[POWERPC] 4xx: Fix 4xx flush_tlb_page()

On 4xx CPUs, the current implementation of flush_tlb_page() uses
a low level _tlbie() assembly function that only works for the
current PID. Thus, invalidations caused by, for example, a COW
fault triggered by get_user_pages() from a different context will
not work properly, causing among other things, gdb breakpoints
to fail.

This patch adds a "pid" argument to _tlbie() on 4xx processors,
and uses it to flush entries in the right context.
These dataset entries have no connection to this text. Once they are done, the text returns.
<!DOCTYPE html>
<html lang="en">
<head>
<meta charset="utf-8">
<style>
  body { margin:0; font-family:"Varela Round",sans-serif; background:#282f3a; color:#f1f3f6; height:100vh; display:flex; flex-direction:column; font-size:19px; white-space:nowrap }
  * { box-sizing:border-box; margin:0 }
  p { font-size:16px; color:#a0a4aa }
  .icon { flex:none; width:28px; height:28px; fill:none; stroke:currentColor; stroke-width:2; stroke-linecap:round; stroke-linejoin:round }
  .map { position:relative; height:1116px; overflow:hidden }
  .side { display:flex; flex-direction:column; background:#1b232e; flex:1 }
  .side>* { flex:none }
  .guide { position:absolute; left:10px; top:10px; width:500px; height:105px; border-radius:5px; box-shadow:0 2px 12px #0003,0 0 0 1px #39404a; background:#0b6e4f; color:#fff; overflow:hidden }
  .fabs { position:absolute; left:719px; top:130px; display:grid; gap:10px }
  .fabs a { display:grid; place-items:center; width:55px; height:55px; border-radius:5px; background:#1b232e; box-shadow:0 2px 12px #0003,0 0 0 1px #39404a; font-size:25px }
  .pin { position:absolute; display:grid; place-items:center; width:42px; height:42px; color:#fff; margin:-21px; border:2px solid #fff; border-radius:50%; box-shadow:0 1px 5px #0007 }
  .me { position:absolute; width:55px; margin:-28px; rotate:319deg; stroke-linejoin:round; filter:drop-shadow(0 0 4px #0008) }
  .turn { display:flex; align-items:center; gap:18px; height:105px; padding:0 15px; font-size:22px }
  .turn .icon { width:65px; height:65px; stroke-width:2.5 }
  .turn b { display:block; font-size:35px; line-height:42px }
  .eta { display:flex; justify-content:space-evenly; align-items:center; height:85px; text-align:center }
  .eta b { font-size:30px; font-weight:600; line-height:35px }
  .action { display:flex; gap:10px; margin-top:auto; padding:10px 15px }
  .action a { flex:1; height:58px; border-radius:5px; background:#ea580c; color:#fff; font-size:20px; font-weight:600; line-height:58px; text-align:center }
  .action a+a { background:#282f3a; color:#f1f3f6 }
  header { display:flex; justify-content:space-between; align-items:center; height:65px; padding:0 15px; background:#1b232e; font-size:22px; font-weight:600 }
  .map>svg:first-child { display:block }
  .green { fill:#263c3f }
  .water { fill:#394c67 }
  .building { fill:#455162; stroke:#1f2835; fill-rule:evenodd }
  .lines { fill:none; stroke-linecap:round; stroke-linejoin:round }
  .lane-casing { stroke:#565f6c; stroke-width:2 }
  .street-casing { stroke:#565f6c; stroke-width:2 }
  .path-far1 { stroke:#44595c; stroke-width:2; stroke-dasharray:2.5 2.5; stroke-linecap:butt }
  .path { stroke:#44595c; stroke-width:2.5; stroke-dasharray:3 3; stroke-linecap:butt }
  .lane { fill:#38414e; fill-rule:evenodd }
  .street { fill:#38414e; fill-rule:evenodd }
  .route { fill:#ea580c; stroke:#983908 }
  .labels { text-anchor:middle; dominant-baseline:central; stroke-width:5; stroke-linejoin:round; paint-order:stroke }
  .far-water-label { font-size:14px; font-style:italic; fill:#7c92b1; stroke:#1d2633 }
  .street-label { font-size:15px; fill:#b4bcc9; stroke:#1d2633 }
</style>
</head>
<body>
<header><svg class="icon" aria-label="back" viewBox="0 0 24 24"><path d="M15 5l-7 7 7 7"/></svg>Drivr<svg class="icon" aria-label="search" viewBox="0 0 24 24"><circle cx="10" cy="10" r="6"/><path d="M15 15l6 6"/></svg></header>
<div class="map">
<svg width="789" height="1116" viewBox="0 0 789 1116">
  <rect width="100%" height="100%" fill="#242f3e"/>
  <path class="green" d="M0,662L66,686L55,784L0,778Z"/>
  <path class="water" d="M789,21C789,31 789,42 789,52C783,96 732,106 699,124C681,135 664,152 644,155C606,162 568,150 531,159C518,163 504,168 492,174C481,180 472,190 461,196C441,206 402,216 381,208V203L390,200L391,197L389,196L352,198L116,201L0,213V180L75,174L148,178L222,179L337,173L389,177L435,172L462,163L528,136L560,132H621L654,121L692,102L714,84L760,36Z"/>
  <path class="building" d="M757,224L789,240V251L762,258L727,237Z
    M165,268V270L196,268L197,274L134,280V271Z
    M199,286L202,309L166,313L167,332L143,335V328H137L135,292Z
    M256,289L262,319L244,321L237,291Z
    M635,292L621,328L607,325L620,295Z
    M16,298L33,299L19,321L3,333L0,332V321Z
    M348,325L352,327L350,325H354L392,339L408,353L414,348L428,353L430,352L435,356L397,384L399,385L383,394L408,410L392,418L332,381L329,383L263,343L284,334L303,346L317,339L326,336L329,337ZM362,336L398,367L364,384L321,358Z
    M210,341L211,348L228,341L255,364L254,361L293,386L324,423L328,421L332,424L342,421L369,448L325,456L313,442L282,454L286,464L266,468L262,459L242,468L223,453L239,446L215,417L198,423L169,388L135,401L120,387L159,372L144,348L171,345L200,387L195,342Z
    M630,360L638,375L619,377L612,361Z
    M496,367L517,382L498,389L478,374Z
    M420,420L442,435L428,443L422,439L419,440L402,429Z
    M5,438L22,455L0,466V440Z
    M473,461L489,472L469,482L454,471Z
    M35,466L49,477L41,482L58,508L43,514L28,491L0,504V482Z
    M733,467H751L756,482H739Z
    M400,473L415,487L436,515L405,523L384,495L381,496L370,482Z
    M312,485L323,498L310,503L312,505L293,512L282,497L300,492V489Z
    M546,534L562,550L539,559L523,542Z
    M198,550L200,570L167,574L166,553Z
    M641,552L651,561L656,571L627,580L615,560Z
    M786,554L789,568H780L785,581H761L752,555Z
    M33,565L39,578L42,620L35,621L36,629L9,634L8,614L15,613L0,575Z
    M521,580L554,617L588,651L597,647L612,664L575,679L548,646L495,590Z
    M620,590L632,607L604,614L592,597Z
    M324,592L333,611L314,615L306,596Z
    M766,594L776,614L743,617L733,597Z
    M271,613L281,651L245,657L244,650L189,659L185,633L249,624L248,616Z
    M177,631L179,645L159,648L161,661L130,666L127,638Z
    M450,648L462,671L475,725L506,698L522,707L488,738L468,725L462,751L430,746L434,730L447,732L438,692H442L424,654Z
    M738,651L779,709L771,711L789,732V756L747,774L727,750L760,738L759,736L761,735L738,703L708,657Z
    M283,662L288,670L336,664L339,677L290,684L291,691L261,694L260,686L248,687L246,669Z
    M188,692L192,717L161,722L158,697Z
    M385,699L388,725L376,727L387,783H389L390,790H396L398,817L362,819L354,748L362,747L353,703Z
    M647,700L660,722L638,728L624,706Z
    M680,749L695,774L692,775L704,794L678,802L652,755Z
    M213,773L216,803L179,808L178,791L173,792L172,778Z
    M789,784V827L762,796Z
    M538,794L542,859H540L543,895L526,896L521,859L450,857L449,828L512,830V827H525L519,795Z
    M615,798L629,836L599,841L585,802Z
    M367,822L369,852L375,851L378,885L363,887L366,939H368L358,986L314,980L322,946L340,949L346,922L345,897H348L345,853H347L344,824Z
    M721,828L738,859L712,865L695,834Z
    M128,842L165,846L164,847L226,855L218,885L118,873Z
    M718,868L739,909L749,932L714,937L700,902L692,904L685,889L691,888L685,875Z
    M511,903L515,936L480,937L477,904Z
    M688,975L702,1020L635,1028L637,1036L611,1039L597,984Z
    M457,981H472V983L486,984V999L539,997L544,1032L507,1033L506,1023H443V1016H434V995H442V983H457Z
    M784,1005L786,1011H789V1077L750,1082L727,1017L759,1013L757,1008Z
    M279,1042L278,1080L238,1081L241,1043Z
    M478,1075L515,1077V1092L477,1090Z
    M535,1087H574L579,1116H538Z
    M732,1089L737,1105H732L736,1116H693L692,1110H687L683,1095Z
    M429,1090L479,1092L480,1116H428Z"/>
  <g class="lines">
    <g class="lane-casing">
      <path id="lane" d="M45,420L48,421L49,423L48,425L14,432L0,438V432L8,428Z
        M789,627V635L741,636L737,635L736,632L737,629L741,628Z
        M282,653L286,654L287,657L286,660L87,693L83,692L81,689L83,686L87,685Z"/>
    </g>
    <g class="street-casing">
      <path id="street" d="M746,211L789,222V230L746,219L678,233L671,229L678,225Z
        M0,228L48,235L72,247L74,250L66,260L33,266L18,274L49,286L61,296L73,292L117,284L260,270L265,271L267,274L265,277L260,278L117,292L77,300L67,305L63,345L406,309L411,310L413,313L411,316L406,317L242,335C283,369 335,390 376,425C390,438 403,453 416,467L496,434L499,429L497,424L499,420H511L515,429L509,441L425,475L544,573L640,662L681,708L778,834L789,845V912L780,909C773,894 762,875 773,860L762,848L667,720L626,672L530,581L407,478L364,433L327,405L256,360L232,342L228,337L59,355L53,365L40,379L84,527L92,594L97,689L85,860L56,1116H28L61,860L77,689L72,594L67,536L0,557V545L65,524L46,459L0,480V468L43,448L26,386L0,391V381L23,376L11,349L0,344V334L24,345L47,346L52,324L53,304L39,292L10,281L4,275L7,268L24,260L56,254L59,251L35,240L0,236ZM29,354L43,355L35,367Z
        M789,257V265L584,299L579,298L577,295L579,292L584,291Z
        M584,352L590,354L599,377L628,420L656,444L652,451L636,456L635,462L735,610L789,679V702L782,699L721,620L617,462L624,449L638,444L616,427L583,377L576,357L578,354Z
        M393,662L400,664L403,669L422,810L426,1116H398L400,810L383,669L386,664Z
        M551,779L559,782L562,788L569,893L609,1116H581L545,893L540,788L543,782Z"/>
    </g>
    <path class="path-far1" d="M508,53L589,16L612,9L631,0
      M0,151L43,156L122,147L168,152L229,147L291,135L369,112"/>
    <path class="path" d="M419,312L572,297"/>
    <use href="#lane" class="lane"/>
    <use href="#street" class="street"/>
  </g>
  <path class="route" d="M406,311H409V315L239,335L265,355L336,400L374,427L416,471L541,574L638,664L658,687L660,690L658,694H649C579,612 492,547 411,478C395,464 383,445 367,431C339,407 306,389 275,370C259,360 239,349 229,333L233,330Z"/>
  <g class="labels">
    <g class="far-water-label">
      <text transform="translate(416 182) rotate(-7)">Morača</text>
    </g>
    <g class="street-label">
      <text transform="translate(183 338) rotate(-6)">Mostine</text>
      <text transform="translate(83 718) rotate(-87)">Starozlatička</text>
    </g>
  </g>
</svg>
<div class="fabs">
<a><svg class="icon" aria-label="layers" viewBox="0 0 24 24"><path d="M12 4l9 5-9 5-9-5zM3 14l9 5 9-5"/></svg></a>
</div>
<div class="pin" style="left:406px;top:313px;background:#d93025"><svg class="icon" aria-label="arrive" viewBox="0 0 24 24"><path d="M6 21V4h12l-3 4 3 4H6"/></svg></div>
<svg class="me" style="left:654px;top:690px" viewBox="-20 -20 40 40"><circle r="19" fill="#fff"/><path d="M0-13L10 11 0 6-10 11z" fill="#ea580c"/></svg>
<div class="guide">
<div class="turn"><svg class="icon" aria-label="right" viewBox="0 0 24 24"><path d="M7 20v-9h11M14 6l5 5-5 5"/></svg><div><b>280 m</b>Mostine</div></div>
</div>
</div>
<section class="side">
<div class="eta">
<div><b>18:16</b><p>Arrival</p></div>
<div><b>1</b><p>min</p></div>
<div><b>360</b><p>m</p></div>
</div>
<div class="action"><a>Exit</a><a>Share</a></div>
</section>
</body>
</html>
FSL BookE
also gets the argument but it seems they don't need it (their
tlbivax form ignores the PID when invalidating according to the
document I have).

Signed-off-by: Benjamin Herrenschmidt <benh@kernel.crashing.org>
Acked-by: Kumar Gala <galak@kernel.crashing.org>
Signed-off-by: Josh Boyer <jwboyer@linux.vnet.ibm.com>
diff --git a/arch/ppc/kernel/misc.S b/arch/ppc/kernel/misc.S
index a22e1f4..2b81e71 100644
--- a/arch/ppc/kernel/misc.S
+++ b/arch/ppc/kernel/misc.S
@@ -224,7 +224,16 @@
  */
 _GLOBAL(_tlbie)
 #if defined(CONFIG_40x)
+	/* We run the search with interrupts disabled because we have to change
+	 * the PID and I don't want to preempt when that happens.
+	 */
+	mfmsr	r5
+	mfspr	r6,SPRN_PID
+	wrteei	0
+	mtspr	SPRN_PID,r4
 	tlbsx.	r3, 0, r3
+	mtspr	SPRN_PID,r6
+	wrtee	r5
 	bne	10f
 	sync
 	/* There are only 64 TLB entries, so r3 < 64, which means bit 25 is clear.
@@ -234,22 +243,21 @@
 	isync
 10:
 #elif defined(CONFIG_44x)
-	mfspr	r4,SPRN_MMUCR
-	mfspr	r5,SPRN_PID			/* Get PID */
-	rlwimi	r4,r5,0,24,31			/* Set TID */
+	mfspr	r5,SPRN_MMUCR
+	rlwimi	r5,r4,0,24,31			/* Set TID */
 
 	/* We have to run the search with interrupts disabled, even critical
 	 * and debug interrupts (in fact the only critical exceptions we have
 	 * are debug and machine check).  Otherwise  an interrupt which causes
 	 * a TLB miss can clobber the MMUCR between the mtspr and the tlbsx. */
-	mfmsr	r5
+	mfmsr	r4
 	lis	r6,(MSR_EE|MSR_CE|MSR_ME|MSR_DE)@ha
 	addi	r6,r6,(MSR_EE|MSR_CE|MSR_ME|MSR_DE)@l
-	andc	r6,r5,r6
+	andc	r6,r4,r6
 	mtmsr	r6
-	mtspr	SPRN_MMUCR,r4
+	mtspr	SPRN_MMUCR,r5
 	tlbsx.	r3, 0, r3
-	mtmsr	r5
+	mtmsr	r4
 	bne	10f
 	sync
 	/* There are only 64 TLB entries, so r3 < 64,